**WHAT IS REQUIRED**.
Which lines of the data below include the string "Pescadores"? Return each of them.

------------------------------------------------------------

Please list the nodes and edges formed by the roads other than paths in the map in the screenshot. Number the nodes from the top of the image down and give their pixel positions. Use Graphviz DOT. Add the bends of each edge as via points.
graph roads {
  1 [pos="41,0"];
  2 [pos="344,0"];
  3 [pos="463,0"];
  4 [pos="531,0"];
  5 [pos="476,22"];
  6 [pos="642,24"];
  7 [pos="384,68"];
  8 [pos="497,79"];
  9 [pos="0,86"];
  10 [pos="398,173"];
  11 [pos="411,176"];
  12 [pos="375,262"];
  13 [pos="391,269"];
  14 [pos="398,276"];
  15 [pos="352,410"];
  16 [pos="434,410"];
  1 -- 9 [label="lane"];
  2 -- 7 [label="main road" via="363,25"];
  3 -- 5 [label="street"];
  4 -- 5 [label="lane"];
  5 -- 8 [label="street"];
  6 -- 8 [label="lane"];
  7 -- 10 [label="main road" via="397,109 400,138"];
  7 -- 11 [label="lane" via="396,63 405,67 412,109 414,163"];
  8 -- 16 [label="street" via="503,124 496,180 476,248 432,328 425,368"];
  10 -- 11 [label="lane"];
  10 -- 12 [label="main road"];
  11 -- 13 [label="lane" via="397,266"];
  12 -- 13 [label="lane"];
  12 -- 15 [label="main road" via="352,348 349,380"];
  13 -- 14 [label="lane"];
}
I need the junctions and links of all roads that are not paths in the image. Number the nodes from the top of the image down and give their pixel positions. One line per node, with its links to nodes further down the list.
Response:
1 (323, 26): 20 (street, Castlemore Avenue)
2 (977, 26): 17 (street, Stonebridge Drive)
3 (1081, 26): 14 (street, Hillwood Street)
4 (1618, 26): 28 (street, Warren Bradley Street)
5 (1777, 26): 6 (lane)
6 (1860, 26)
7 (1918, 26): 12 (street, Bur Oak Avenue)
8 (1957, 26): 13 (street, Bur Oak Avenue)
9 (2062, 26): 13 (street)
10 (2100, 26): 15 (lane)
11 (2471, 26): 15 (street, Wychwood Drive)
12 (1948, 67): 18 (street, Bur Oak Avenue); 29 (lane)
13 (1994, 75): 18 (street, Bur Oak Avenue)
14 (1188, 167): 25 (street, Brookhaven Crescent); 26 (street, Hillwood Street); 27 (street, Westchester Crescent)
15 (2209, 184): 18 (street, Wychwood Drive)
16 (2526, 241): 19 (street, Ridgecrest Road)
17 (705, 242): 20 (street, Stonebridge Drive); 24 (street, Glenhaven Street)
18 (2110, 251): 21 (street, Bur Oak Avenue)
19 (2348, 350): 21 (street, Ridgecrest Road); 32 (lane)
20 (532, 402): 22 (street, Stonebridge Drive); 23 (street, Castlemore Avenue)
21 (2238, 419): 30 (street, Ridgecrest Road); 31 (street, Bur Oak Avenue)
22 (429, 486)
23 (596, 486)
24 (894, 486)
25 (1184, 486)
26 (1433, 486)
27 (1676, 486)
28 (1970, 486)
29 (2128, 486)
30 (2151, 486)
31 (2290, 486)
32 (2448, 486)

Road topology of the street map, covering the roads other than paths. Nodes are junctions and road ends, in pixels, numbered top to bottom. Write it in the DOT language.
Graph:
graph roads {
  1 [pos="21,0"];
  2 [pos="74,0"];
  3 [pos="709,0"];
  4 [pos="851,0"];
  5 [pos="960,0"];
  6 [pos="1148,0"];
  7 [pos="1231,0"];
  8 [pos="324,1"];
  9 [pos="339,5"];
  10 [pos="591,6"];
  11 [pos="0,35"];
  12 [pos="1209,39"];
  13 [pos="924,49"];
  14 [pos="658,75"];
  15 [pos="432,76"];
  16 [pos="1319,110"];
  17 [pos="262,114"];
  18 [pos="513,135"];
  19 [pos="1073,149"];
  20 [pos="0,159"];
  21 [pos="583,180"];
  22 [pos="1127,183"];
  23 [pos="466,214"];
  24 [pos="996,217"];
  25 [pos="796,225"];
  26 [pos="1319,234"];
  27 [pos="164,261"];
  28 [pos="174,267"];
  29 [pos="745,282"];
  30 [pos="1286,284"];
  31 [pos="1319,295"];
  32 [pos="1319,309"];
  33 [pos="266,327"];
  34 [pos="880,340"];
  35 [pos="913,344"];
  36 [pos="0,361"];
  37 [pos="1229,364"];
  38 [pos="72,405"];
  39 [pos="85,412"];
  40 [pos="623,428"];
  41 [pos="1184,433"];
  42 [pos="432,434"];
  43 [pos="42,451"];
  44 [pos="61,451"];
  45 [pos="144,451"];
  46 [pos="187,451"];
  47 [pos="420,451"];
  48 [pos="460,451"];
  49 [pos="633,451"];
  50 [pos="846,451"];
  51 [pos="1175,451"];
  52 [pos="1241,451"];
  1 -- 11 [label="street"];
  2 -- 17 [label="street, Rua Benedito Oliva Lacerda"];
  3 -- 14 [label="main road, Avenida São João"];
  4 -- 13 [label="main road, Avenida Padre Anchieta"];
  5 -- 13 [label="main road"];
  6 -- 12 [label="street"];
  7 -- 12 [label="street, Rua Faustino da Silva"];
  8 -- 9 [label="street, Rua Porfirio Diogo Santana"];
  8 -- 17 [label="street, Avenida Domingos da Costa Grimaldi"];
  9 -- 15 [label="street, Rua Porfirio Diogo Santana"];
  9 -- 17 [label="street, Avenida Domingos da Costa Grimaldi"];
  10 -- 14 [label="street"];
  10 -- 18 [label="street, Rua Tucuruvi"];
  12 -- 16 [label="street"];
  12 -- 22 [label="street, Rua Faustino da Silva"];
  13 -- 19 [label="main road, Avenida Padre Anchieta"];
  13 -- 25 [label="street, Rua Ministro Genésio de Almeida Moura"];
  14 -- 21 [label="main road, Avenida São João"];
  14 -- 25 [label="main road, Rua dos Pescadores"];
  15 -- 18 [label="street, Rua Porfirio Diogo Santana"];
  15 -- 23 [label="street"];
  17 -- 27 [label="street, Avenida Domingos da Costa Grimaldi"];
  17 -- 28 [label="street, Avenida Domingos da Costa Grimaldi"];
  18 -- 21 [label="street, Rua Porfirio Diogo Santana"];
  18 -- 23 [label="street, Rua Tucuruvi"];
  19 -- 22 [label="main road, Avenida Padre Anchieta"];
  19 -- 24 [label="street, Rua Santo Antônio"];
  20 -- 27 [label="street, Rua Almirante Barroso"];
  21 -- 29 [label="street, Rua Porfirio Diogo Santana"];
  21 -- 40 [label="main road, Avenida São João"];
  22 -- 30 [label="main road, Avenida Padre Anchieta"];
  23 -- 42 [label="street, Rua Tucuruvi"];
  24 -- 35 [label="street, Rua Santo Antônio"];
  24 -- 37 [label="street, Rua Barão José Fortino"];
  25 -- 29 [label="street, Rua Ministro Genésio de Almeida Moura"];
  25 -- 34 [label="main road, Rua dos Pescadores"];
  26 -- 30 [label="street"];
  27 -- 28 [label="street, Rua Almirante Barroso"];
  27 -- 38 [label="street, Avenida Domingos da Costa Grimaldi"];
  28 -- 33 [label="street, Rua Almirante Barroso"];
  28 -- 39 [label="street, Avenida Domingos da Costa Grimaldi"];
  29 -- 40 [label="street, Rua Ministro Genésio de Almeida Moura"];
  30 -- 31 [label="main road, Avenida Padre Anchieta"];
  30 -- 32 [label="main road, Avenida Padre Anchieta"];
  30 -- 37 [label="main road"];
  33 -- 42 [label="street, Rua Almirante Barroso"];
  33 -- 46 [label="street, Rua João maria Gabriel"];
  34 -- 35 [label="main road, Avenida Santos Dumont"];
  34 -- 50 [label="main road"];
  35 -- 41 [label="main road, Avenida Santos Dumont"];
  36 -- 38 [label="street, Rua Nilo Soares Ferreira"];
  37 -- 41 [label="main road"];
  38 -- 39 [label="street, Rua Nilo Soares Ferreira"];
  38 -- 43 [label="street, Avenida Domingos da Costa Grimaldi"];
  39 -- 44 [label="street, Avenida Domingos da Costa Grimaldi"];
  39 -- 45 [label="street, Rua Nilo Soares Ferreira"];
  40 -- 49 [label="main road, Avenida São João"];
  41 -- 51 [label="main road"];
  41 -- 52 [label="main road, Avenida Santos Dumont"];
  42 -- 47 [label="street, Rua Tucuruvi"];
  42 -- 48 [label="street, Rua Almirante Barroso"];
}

------------------------------------------------------------

**RESULT FOR THIS TASK**.
  14 -- 25 [label="main road, Rua dos Pescadores"];
  25 -- 34 [label="main road, Rua dos Pescadores"];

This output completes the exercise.